RECUPERATION DES EAUX PLUVIALES : La récupération des eaux pluviales consiste à prévoir un dispositif de collecte et de stockage des eaux pluviales (issues des eaux de toiture) en vue d’une réutilisation de ces eaux. Le stockage des eaux est permanent. Dès lors que la cuve de stockage est pleine, tout nouvel apport d’eaux pluviales est directement rejeté au milieu naturel. Ainsi, lorsque la cuve est pleine et lorsqu’un orage survient, la cuve de récupération n’assure plus aucun rôle tampon des eaux de pluie. Le dimensionnement de la cuve de récupération est fonction des besoins de l’aménageur.
RETENTION : La rétention des eaux pluviales vise à mettre en œuvre un dispositif de rétention et de régulation permettant au cours d’un évènement pluvieux de réduire le rejet des eaux pluviales du projet au milieu naturel. Un orifice de régulation assure une évacuation permanente des eaux collectées à un débit défini. Un simple ouvrage de rétention ne permet pas une réutilisation des eaux. Pour se faire, il doit être couplé à une cuve de récupération. Le dimensionnement de l’ouvrage est fonction de la pluie et de la superficie collectée.
SOUS-SOL : Etage de locaux enterré ou semi enterré. Les étages de sous-sol se comptent à partir du rez-de-chaussée, qui est le niveau 0, niveau R-1 (premier sous-sol).
SOUTENEMENT : Ouvrage de maçonnerie, destiné à soutenir, contenir, s’opposer à des « poussées ».
SURFACE DE VENTE : Surface des espaces affectés à la circulation de la clientèle pour effectuer ses achats, de ceux affectés à l’exposition des marchandises proposées à la vente, à leur paiement, à la circulation du personnel.

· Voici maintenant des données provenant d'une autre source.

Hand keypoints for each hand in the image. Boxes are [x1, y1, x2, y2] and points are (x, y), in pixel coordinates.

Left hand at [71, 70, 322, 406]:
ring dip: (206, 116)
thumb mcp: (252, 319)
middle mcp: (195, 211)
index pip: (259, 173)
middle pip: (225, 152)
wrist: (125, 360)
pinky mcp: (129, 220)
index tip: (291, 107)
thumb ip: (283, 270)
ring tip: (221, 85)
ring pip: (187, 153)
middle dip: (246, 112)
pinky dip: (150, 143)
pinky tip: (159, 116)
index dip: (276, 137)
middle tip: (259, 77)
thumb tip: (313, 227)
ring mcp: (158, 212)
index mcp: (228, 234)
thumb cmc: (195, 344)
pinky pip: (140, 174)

Ne sont pas pris en compte dans le calcul de la surface de vente un certain nombre d’éléments issus des textes et de la jurisprudence actuelle.
STATIONNEMENT DE CARAVANES : Le stationnement des caravanes (autres que celles utilisées à l'usage professionnel ou constituant l'habitat permanent de son utilisateur) peut être interdit quelle qu'en soit la durée dans les conditions fixées par l'article R 443-3 du Code de l'Urbanisme et pour les motifs définis par l'article R 443-10
Si tel n'est pas le cas, le stationnement de six caravanes au maximum, sur un terrain, pendant moins de trois mois par an, consécutifs ou non, n'est pas subordonné à autorisation municipale.

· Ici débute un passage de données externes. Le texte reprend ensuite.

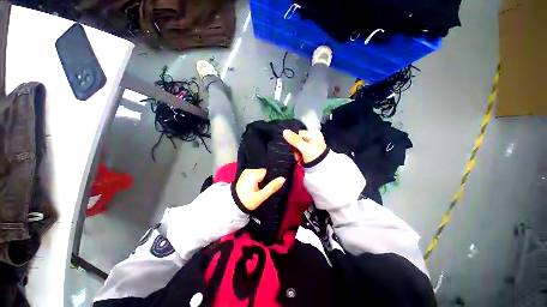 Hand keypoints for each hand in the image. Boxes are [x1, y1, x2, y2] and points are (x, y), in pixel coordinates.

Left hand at [236, 169, 285, 210]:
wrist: (233, 205)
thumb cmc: (248, 201)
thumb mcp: (261, 196)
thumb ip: (272, 187)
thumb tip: (283, 178)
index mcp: (253, 174)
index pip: (267, 172)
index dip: (270, 179)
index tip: (269, 186)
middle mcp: (249, 170)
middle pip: (263, 172)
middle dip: (265, 180)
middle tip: (263, 189)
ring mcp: (245, 172)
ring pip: (259, 173)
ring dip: (261, 180)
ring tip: (259, 189)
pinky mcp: (244, 175)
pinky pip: (254, 175)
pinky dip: (256, 179)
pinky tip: (255, 187)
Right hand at [283, 130, 326, 163]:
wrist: (321, 170)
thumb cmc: (315, 157)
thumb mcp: (305, 148)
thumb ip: (295, 140)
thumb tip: (285, 131)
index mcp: (314, 134)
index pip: (298, 133)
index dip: (294, 140)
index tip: (294, 148)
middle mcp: (312, 138)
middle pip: (297, 140)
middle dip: (296, 148)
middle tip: (299, 155)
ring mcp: (310, 145)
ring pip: (297, 146)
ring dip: (296, 153)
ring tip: (300, 158)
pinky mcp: (308, 151)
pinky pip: (299, 150)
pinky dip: (298, 155)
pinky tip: (301, 159)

Au-delà de ce délai, le stationnement doit faire l'objet d'une autorisation délivrée par le
Maire, sauf si le stationnement a lieu :
-
sur un terrain aménagé susceptible d'accueillir les caravanes,
-
dans les bâtiments et remises et sur les terrains où est implantée la construction
constituant la résidence principale de l'utilisateur.

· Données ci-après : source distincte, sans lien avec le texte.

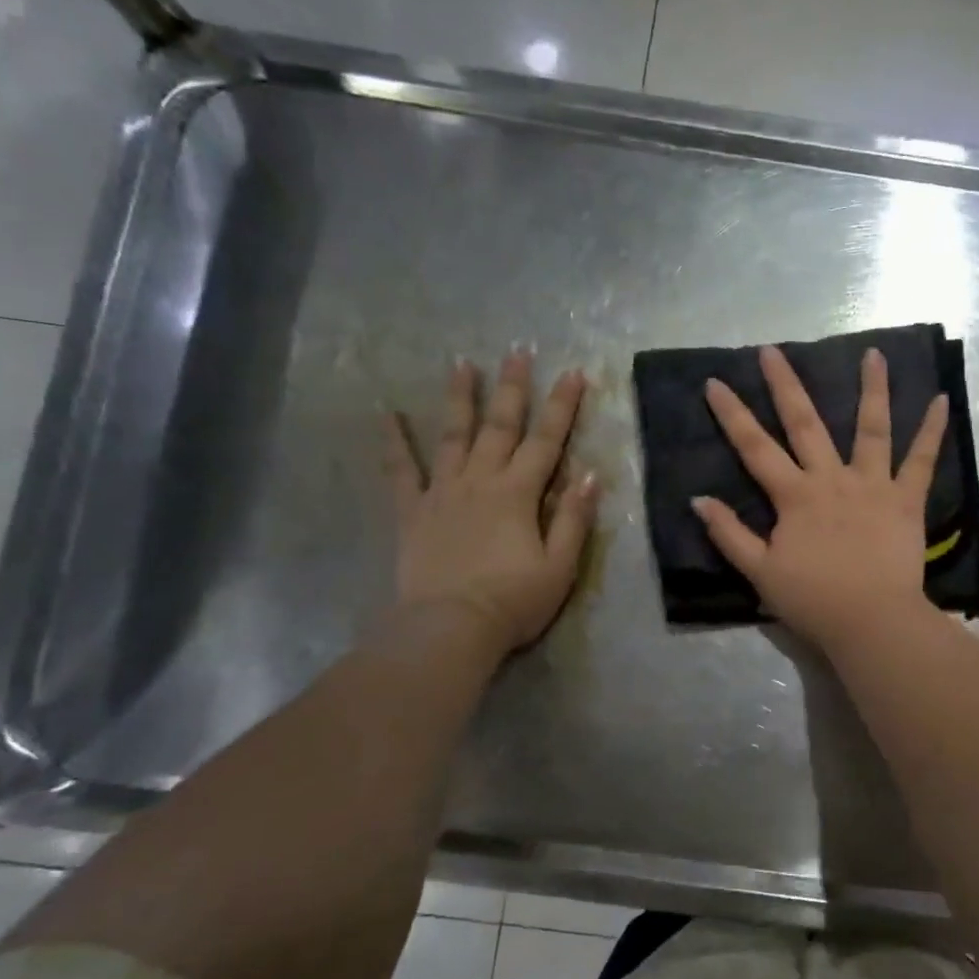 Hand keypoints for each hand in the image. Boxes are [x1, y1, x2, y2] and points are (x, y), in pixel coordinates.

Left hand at [383, 348, 599, 659]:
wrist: (449, 628)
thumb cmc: (513, 601)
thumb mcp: (560, 566)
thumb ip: (574, 519)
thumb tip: (590, 474)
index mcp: (519, 494)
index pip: (547, 441)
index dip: (562, 406)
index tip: (574, 373)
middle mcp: (481, 481)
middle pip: (500, 426)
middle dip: (513, 387)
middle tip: (518, 350)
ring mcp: (442, 493)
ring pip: (453, 436)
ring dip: (460, 398)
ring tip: (462, 363)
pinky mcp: (413, 512)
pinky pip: (401, 471)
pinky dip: (395, 442)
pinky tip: (388, 415)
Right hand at [694, 344, 947, 649]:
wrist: (871, 621)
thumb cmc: (813, 601)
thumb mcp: (760, 573)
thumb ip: (729, 534)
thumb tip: (698, 500)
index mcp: (795, 496)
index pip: (755, 447)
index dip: (732, 414)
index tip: (715, 382)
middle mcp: (831, 479)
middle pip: (805, 423)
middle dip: (785, 385)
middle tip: (772, 350)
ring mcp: (872, 485)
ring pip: (871, 428)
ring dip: (872, 389)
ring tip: (874, 354)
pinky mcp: (906, 499)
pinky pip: (922, 460)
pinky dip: (932, 430)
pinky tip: (940, 399)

SURFACE DE PLANCHER : La surface de plancher de la construction s’entend de la somme des surfaces de plancher closes et couvertes, sous une hauteur de plafond supérieure à 1,80 m, calculée à partir du nu intérieur des façades du bâtiment, après déduction :
a) des surfaces correspondant à l’épaisseur des murs entourant les embrasures de portes et fenêtres ; b) des vides et trémies afférentes aux escaliers et ascenseurs ; c) des surfaces dont la hauteur sous plafond est < 1,80m ; d) des surfaces de stationnement ; e) des surfaces combles non aménageables ; f) des surfaces locaux techniques nécessaires au fonctionnement d’un groupe de bâtiments ou d’un immeuble autre qu’une maison individuelle ; g) d’une surface égale à 10% des surfaces d’habitation telles qu’elles résultent des alinéas ci-dessus, dès los que les logements sont desservis par des parties communes intérieures.
Sont également déduites de la surface hors œuvre dans le cas de la réfection d'un immeuble à usage d'habitation et dans la limite de cinq mètres carrés par logement les surfaces de planchers affectées à la réalisation de travaux tendant à l'amélioration de l'hygiène des locaux et celles résultant de la fermeture de balcons, loggias et surfaces non closes situées en rez-de-chaussée.
TENEMENT : Unité foncière d'un seul tenant, quel que soit le nombre de parcelles cadastrales la constituant.
TERRAIN : Est considéré comme terrain, tout bien foncier d’un seul tenant appartenant à un même propriétaire. Sont prises en compte pour le calcul de la surface du terrain, les parties grevées par un emplacement réservé ou un plan d’alignement ou un espace boisé classé. Par contre, les surfaces affectées à l’emprise d’une voie privée existante ouverte à la circulation générale ne sont pas prises en compte pour le calcul de la surface du terrain.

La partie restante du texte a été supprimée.